I decided to muckrake world literature. I had read a mass of it in the one language my mother had taught me, in the three that my professors had failed to teach me—Latin, Greek and German—and in the two I had taught myself—French and Italian. To me literature was a weapon in the class struggle—of the master class to hold its servants down, and of the working class to break its bonds. In other words, I studied world literature from the socialist point of view.

That had been done here and there in spots; but so far as I knew it had not been done systematically, and so far as I know it has not been done since. Of course, Mammonart was ridiculed by the literary authorities; and of course I expected that. It was all a part of the class struggle, and I had set it forth in the book. Great literature is a product of the leisure classes and defends their position, whether consciously or by implication. Literature that opposes them is called propaganda. And so it is that you have probably never heard of my Mammonart.

I had now studied our culture in five muckraking books: The Profits of Religion, The Brass Check, The Goose-Step, The Goslings, Mammonart.
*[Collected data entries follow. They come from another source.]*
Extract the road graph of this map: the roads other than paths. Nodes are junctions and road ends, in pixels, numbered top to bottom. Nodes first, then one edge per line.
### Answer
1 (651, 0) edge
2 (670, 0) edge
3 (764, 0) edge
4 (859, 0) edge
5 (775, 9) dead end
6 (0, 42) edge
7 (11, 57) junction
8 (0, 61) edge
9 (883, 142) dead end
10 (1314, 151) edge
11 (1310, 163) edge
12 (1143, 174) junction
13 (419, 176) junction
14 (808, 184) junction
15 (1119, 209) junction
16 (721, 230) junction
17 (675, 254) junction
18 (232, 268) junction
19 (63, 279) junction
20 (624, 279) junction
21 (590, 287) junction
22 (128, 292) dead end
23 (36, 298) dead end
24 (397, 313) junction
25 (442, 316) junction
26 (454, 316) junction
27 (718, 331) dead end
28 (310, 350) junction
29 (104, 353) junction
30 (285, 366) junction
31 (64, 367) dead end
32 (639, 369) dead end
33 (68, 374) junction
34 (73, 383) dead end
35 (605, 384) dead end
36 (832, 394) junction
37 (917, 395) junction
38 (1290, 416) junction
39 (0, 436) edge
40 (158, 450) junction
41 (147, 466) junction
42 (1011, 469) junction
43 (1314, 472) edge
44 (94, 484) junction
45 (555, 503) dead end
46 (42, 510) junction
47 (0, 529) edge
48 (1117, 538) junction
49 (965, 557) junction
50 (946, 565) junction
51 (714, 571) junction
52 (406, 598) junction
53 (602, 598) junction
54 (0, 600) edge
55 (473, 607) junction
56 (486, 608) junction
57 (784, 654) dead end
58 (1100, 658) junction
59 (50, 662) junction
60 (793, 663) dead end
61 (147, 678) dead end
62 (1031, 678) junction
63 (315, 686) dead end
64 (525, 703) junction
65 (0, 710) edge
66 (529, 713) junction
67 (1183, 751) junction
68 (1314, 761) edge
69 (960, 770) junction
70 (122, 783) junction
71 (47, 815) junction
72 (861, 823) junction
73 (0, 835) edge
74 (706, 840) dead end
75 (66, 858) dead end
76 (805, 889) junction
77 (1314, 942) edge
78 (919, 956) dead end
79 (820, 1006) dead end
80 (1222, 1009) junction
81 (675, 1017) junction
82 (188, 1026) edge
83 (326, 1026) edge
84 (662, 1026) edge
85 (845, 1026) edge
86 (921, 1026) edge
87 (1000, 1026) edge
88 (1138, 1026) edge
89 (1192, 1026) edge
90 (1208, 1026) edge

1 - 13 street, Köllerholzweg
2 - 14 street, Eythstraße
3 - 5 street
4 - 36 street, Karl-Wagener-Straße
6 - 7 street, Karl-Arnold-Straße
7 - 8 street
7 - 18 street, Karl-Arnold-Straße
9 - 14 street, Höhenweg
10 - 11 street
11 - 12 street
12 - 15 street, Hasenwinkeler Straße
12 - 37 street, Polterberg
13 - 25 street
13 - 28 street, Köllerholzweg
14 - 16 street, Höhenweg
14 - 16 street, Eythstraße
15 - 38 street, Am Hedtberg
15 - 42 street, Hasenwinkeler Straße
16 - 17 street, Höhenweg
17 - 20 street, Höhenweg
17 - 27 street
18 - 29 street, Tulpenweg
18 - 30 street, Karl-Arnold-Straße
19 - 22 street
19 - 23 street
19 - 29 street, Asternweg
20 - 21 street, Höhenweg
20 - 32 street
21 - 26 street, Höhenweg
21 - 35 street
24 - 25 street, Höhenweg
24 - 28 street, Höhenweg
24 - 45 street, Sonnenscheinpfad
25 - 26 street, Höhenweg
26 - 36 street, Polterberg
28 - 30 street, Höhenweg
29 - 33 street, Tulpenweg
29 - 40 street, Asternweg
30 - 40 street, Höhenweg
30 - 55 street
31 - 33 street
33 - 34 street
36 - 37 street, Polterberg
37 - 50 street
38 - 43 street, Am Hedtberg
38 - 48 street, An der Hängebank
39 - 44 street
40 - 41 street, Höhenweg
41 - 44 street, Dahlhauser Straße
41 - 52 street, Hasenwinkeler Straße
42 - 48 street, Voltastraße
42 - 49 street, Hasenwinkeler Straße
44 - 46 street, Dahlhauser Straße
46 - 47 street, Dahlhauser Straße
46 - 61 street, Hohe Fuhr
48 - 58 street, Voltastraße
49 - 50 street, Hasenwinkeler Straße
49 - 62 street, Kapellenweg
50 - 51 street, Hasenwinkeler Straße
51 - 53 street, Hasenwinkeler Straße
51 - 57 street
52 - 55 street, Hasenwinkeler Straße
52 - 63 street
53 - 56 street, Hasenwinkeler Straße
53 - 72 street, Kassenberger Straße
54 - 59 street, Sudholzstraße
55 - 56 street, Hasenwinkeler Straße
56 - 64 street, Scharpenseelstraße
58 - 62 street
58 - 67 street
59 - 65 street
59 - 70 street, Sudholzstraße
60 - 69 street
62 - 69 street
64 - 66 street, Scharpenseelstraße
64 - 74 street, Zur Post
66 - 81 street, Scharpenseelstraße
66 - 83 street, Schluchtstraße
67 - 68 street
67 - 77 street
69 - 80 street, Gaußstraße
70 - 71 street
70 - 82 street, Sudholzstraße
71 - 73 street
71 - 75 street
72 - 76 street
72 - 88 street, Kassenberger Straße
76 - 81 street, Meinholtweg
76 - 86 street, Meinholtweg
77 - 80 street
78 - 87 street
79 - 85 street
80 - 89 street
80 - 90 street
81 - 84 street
After that, I took up American literature, mostly of my own time. I had known many of the writers, and some liked me and some didn’t, according to which side they were on. I had published the five earlier books myself—in both cloth and paper; but there were not so many libel suits in the field of literature, so now I found a publisher. From that time on for many years my arrangement was that the publisher had his edition and I had mine, always at the same price. I had a card file of some thirty thousand customers.
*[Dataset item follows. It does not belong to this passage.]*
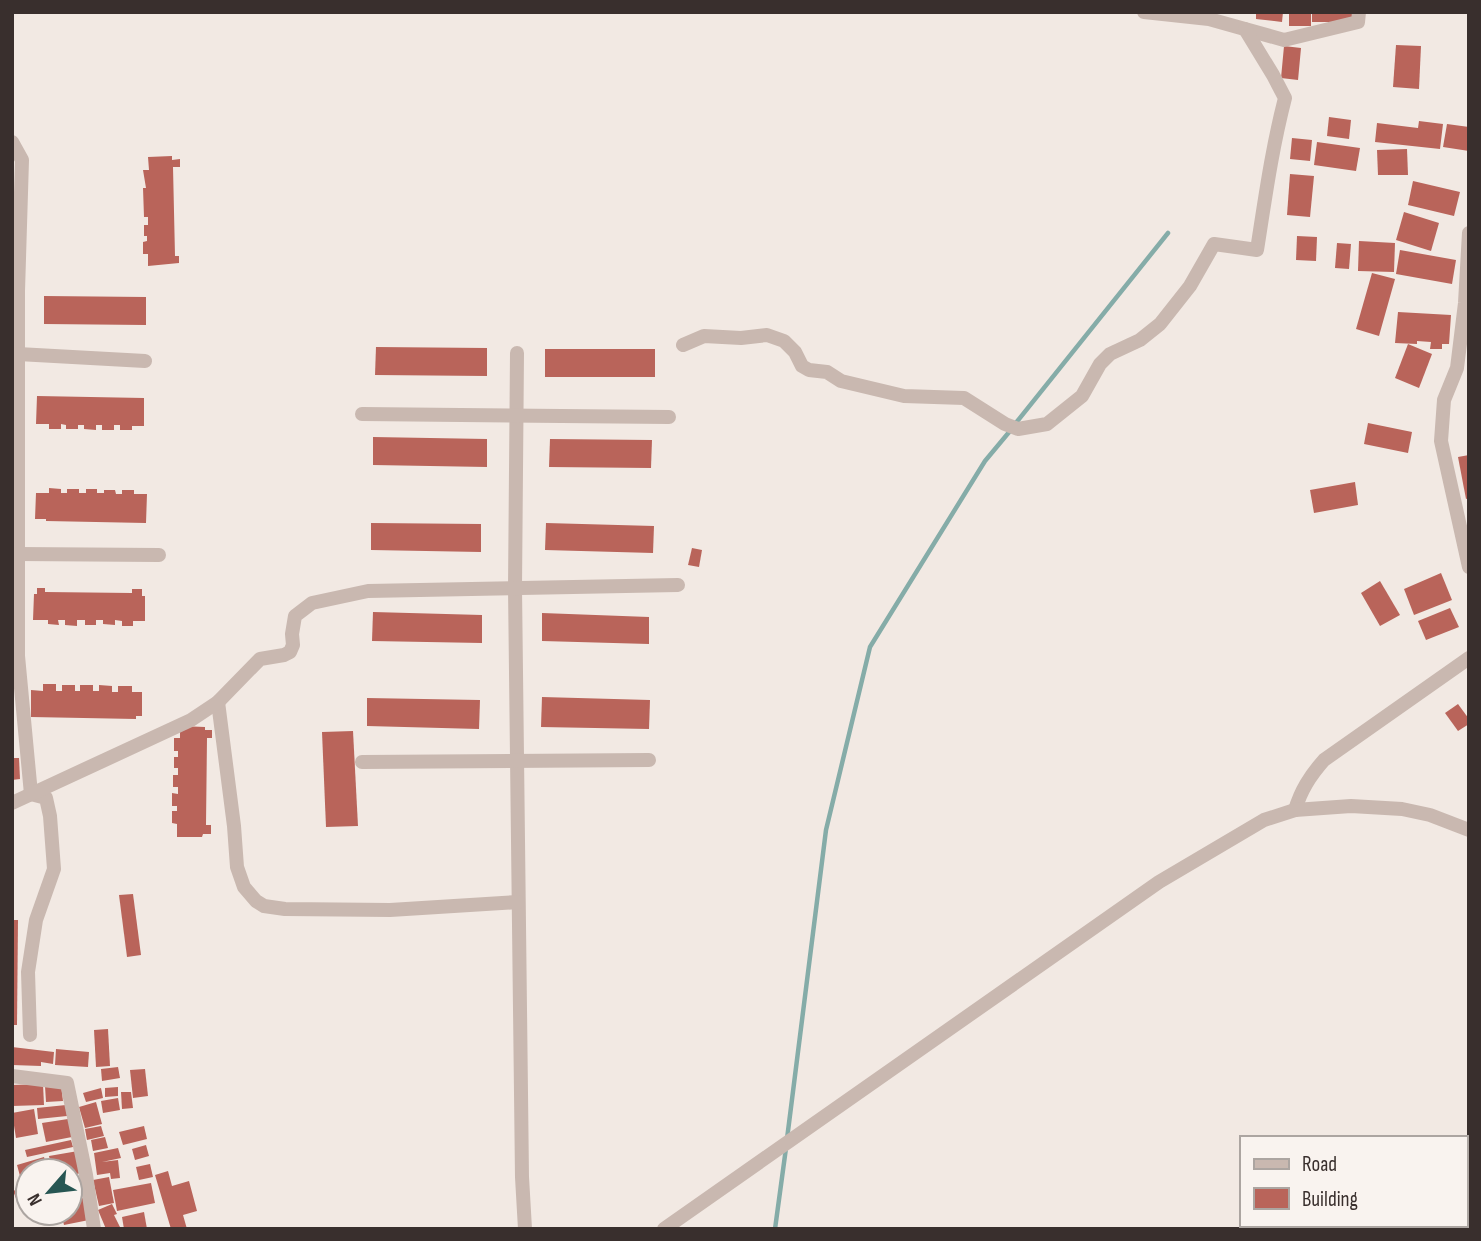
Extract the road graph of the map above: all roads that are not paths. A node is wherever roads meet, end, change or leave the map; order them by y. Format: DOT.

I called the new book Money Writes! Its thesis was that authors have to eat; in order to get food they have to have money, and for that to happen the publisher has to get more money. So, in a commercial world it is money that decides what is to be written. My discussion of this somewhat obvious truth gave offense to many persons.

IX

When I was working on a book, my secretary had orders never to disturb me. But one day she did disturb me by bringing in a visiting card attached to a hundred-dollar bill. (She judged I would consider that a fair price for an interruption.) I looked at the card and saw the name, King C. Gillette, familiar to all men who use a safety razor. Some years earlier I had noted on the shelves of the Pasadena Public Library two large tomes entitled World Corporation and Social Redemption. I had taken them down and examined them with curiosity; they were written by a man who apparently had never read a socialist book but had thought it all out for himself. (I could guess that I might be the only person who had ever taken those tomes from the library shelf.)
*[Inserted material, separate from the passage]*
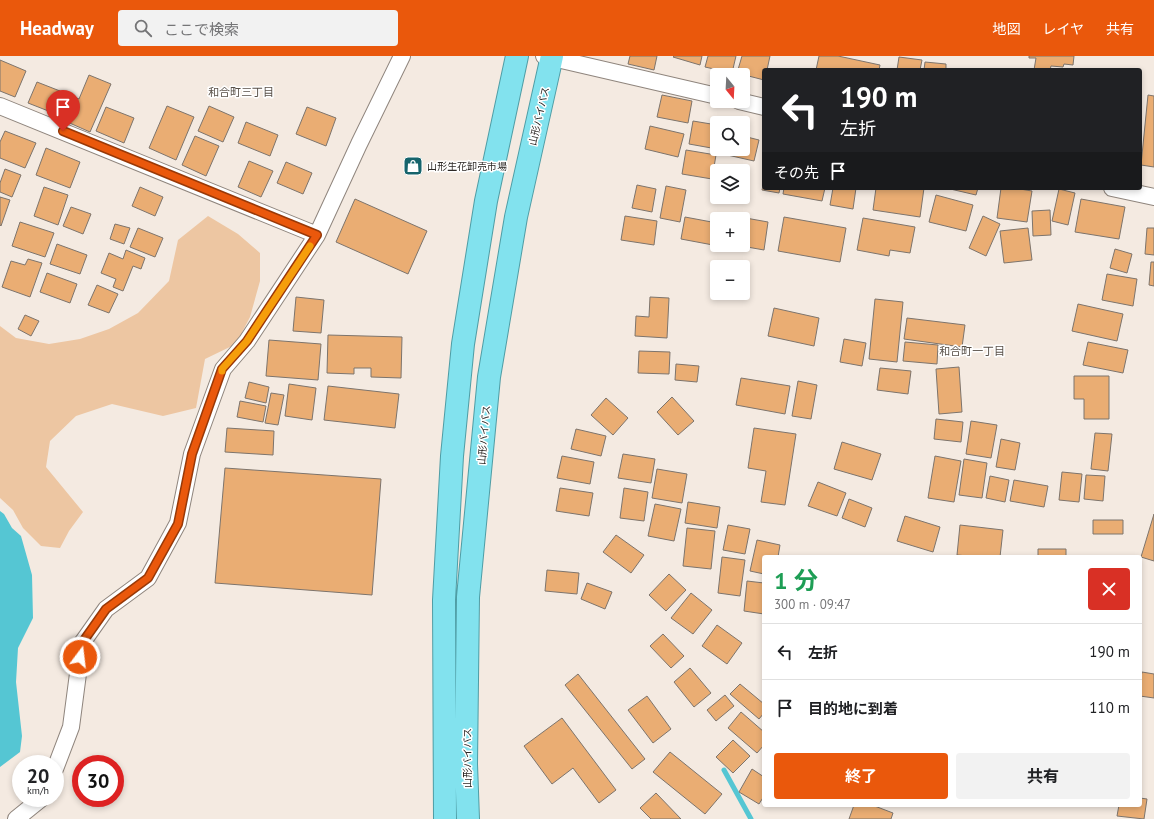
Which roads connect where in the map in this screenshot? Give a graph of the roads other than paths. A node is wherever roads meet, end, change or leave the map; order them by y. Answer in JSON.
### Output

Gillette, of course, was pleased to hear that I knew his books. He was a large gentleman with white hair and mustache and rosy cheeks; extremely kind, and touchingly absorbed in the hobby of abolishing poverty and war. But I discovered that he had a horror of the very word socialism. To him that meant class struggle and hatred, whereas he insisted that his solution could all be brought about by gentle persuasion and calm economic reasoning. He would take the time to explain this to anyone on the slightest occasion. I discovered that the joy of his life was to get someone to listen while in his gentle pleading voice he told about his two-tome utopia.

He had come to me for a definite purpose. He knew that I had an audience, and he wanted me to convert that audience to his program. He had a manuscript, and he wanted me to take it and revise it—of course, not changing any of his ideas. For this service he was prepared to pay me five hundred dollars a month; and a little later when he met my wife he raised his offer. He said, “Mrs. Sinclair, if you will get him to do this for me you will never have to think about money again as long as you live.” That had a good sound to Craig, and she said I would do it.

She told me so, and of course I had to do what she said. Little by little I discovered what it meant: Mr. Gillette was coming for two mornings every week to tell me his ideas—the same ideas over and over again. He was a bit childish about it. He didn’t remember what he had said a week or two previously and said it again, most seriously, impressively, and kindly. It became an endurance test. How often could I listen to the same ideas and pretend that they were new and wonderful? The time came when I could stand no more, not if he had turned over to me all the royalties from Gillette razors and blades. I had to tell him that I had done everything I could do for him.